Para encerrar está reflexão, deixo uma
orientação que serve como convite à consciência coletiva: a cidade é o
espelho fiel de seus habitantes. Nenhum prefeito, governador ou
administrador é capaz de transformar uma cidade sozinho, porque o verdadeiro
progresso começa na base — na conduta de cada cidadão. De nada adianta exigir
honestidade, se o próprio povo se cala diante do errado. De nada adianta cobrar
limpeza, se continuamos jogando lixo nas ruas. E tampouco adianta pedir
trânsito organizado, se cada um quer ter o privilégio de dirigir sem respeitar
regras, sem paciência, sem gentileza.
Cada cidadão é uma peça essencial do todo
urbano. O trânsito, as praças, os córregos, as árvores, — tudo isso forma um
organismo vivo que precisa de cuidado e respeito. Quando cortamos uma árvore à
toa, quando entupimos um córrego, quando destruímos um patrimônio histórico,
não estamos apenas alterando o espaço físico, estamos ferindo a própria
identidade da cidade. E quando o morador aceita calado, contribui com o
mesmo erro.
O progresso verdadeiro não nasce do cimento nem
do asfalto. Ele floresce da consciência, da educação, da empatia e da
responsabilidade. A cidade precisa de líderes que planejem com sabedoria, mas
também de cidadãos que participem, fiscalizem e colaborem, principalmente
os vereadores, que também não agem em nada. É preciso aprender a votar com
razão e não por emoção, a acompanhar as obras e gastos públicos, e a entender
que cobrar é um dever, não um favor.
Se quisermos um futuro melhor, devemos substituir
a pressa pela reflexão, o descuido pela prevenção e a indiferença pelo
envolvimento.

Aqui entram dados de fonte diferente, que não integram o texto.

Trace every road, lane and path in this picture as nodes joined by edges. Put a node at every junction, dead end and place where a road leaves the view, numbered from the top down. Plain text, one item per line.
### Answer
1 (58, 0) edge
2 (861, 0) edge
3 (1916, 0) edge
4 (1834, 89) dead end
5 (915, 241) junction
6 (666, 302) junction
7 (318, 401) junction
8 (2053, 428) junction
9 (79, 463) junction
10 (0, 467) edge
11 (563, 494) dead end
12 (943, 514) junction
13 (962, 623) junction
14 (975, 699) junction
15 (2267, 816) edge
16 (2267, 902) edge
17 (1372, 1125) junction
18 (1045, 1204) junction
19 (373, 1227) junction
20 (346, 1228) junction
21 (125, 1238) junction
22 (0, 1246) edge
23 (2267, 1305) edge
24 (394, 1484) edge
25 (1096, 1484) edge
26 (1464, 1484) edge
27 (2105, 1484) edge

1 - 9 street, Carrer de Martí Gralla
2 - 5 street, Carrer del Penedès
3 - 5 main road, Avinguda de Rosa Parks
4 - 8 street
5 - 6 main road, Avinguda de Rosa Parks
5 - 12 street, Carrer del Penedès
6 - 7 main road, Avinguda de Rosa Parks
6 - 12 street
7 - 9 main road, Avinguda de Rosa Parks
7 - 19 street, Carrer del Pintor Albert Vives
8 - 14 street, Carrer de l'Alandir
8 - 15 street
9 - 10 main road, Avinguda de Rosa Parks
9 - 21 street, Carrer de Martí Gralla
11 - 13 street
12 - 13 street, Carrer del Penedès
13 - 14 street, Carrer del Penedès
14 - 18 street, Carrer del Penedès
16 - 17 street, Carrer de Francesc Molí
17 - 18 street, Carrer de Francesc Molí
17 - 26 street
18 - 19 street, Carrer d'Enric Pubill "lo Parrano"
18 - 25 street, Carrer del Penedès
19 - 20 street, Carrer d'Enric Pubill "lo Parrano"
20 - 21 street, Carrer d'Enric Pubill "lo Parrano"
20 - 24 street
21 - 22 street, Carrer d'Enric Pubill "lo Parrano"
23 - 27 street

Deixar o carro em casa quando possível, andar a pé, usar o
transporte público, preservar o verde, respeitar a história e valorizar o que
já existe são atitudes simples, mas poderosas.
Uma cidade só evolui quando seu povo amadurece.
E amadurecer significa compreender que progresso não é barulho, destruição e
vaidade — é equilíbrio, respeito e convivência harmoniosa. Quando cada
um fizer a sua parte, as ruas serão mais humanas, os rios voltarão a respirar,
e o espaço urbano deixará de ser um campo de disputa para se tornar um lugar de
convivência, orgulho e esperança.
Porque, no fim das contas, o futuro da cidade não
está nas mãos de quem governa, mas no coração de quem nela vive.